I haven’t made it all the way through The Walking Dead (six episodes left in the seventh season), but I’m confident I’ve seen enough of it to offer an accurate assessment. With the release of the eighth season exactly a month away, why not spend some time talking about everyone’s favorite zombie apocalypse show? (Note: I have no affiliation to the comic series, so my opinions will not take those into account. A TV show should be able to stand on its own regardless of the source material.)
Most people seem to have this love-hate relationship with the show and I absolutely agree with them. Starting with the love, the prosthetic makeup work is outstanding. The artists working on The Walking Dead never tip their hand when it comes to distinguishing between extras and actual undead humans. It’s definitely gross, but it also makes you appreciate the time and effort put into a basic cable TV show.
The Walking Dead can also claim to be one of the shining examples of diversity on television. In a zombie apocalypse, it would make sense for individuals of all backgrounds to band together and the casting department wisely follows through on this logic. From strong female characters like Michonne and Rosita to a non-stereotypical Asian in Glenn, almost any viewer can find someone relatable. It’s still predominantly a white cast, but the lesser-represented characters play significant roles in the action.
However, I can totally see where the hate for this show originates. For one, they frequently sacrifice pace for hypothetical “character development” by devoting an entire episode to just one or two main characters. In the TV world, this is known as a “bottle episode,” often used when a show operates on a lower budget or needs a script on short notice. A great example is Breaking Bad and the episode “Fly” in the third season. Walter and Jesse spend the entire episode in the meth lab, exploring their past actions and regrets. This technique is only used once over the course of the entire show; The Walking Dead clearly doesn’t follow suit and decides to include bottle episodes seemingly every season. The worst one might be “Still” in the fourth season, which only features Daryl and Beth; only the former even comes close to a compelling character. By the end, you’re left wondering, “What’s the point?” Sure, we saw two characters grow closer together, but it didn’t progress the story in any way.
In my opinion, The Walking Dead is more effective when it juggles multiple plotlines in one episode (similar to Game of Thrones). You would never see my favorite show attempt to spend an entire hour with Arya and the Hound because everyone would get bored before long. Yet this show commits the crime over and over; other bottle episodes focus on Morgan, Tara, and The Governor to name a few. All they do is make me wait anxiously for the end so we can hopefully get to some interesting content. What makes this problem worse is never knowing when the bottle episodes are coming because every main cast member is always listed in the opening credits. There are moments of brilliance, but too many low points for this show to be considered one of the best.

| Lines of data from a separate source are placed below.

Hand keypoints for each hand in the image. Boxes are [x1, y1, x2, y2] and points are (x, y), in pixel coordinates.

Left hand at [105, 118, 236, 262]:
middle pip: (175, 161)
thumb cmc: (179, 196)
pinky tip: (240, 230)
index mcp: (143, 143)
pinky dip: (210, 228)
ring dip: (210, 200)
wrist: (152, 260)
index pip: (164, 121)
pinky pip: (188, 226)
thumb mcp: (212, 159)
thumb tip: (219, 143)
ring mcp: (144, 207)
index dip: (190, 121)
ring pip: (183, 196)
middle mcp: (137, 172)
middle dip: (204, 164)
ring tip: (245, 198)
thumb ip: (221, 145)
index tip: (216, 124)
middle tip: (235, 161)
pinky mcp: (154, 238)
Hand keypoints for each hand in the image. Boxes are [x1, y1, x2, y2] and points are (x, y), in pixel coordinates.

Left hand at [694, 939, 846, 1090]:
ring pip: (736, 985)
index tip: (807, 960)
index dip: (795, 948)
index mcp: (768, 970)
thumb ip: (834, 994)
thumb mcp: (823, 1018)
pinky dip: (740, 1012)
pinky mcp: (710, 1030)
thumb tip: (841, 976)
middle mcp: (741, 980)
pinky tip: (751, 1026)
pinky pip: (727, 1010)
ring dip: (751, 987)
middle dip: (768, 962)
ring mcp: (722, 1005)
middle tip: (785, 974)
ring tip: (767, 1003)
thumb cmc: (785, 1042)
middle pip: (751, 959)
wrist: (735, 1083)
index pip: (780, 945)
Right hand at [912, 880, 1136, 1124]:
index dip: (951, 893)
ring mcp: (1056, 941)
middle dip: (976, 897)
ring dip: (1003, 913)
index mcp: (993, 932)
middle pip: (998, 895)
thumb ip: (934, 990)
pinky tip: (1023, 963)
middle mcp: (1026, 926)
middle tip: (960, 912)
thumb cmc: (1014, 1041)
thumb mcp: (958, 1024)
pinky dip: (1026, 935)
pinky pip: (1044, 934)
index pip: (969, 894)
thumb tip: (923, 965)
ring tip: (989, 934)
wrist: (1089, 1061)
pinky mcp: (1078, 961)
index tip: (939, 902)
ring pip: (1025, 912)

Some of these issues could be solved if the show didn’t feel the need to constantly bring in new characters. I understand why the writers feel the urge to spend time with them individually, but if you want to keep the ship from sinking, why not take a step back and just focus on a select few? Combine that with getting rid of the endless walking scenes and the story can proceed in a brisk yet focused manner. I’m guessing the only reason people have continued to watch The Walking Dead even as it nears 100 episodes is because they’re holding out hope for something exciting: a shocking death, a surprise reveal, anything. When Carol’s daughter Sophia was revealed to be locked up in Hershel’s barn the whole time (after the group had spent several episodes searching for her), that was a well-earned and emotional moment. But those come few and far between, leaving most viewers angry and upset that a single show has wasted so much of their time. While I wholeheartedly sympathize with them, I would still recommend watching the show if only for the small number of excellent characters (like the diverse cast listed above) and the engaging antagonists (Shane, Merle, Negan). Just be prepared for long stretches of go-nowhere dialogue and painfully slow camera movements that only drag out the runtime. It feels like Game of Thrones with its tendency to kill off main characters at a high rate, but with less emotional attachment, so…take that however you like.